## WHAT IS REQUIRED
When a line in the listing contains the string "roads", pick it out and copy it.

## SUPPLIED ENTRIES

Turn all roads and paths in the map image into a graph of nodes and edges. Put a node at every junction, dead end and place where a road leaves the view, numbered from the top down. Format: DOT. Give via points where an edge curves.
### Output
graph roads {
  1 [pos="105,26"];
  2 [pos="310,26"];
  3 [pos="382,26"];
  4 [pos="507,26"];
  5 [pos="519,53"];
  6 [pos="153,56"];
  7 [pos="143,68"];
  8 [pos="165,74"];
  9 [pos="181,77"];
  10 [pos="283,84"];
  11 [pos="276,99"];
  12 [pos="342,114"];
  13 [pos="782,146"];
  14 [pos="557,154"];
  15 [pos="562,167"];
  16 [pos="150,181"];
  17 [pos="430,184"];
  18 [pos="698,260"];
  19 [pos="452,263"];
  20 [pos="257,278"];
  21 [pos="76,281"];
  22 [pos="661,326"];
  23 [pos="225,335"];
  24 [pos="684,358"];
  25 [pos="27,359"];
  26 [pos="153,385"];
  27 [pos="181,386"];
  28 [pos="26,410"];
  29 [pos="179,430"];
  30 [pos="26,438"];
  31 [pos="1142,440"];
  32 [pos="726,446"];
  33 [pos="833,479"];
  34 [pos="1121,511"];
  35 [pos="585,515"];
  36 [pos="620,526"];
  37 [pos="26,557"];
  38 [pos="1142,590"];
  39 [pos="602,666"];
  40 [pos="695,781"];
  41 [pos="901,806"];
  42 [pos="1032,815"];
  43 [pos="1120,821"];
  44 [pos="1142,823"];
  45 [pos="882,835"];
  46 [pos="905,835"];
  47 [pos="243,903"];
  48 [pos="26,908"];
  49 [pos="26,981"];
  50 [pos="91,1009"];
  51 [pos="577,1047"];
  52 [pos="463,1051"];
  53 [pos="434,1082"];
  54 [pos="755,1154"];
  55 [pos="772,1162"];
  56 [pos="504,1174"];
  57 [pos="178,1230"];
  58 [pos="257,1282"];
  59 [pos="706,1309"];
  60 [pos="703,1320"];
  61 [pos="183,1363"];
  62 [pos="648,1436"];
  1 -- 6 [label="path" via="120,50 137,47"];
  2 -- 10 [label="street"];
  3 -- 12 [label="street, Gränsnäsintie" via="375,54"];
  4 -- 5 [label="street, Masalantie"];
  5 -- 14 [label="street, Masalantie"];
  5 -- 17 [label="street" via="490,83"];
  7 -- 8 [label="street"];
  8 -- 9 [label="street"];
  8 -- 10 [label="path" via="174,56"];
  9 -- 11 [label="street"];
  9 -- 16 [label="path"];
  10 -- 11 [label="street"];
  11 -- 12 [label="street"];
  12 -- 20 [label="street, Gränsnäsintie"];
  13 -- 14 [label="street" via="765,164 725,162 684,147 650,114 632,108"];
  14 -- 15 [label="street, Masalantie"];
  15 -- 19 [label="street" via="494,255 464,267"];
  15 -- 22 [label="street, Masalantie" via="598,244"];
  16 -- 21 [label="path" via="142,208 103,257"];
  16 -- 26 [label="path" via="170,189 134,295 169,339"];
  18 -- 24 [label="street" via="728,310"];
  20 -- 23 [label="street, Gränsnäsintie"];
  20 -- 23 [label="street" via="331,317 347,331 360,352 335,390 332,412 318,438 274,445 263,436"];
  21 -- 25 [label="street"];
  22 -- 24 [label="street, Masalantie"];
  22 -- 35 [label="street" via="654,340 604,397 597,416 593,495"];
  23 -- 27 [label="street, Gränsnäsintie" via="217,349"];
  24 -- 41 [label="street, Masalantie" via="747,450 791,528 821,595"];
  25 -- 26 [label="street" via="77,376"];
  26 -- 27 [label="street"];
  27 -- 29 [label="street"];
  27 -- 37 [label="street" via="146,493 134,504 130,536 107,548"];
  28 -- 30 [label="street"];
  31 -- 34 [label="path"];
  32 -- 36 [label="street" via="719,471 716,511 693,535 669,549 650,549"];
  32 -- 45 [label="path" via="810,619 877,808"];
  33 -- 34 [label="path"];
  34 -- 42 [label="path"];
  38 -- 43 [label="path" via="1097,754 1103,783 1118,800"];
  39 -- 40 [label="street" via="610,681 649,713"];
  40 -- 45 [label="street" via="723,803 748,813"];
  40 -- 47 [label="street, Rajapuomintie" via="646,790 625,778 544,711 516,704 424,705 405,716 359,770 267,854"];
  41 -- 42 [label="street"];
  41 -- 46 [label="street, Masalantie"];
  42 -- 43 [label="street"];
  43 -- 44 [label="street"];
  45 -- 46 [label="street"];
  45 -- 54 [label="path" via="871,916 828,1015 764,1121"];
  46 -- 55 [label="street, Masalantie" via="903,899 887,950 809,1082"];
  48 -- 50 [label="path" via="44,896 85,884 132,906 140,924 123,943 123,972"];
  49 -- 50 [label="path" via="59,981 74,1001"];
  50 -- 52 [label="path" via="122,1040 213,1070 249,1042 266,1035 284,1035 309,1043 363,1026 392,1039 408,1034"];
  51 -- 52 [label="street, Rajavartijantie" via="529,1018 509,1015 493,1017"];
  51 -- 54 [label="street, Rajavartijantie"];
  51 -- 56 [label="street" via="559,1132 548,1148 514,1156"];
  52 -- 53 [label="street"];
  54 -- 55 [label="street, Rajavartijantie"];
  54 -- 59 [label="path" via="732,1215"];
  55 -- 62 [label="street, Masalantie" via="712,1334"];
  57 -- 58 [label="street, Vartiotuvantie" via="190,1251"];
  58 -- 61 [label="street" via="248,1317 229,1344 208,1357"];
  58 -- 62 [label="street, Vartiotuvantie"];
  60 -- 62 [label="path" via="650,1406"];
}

## SOLUTION TO THIS TASK
Turn all roads and paths in the map image into a graph of nodes and edges. Put a node at every junction, dead end and place where a road leaves the view, numbered from the top down. Format: DOT. Give via points where an edge curves.
graph roads {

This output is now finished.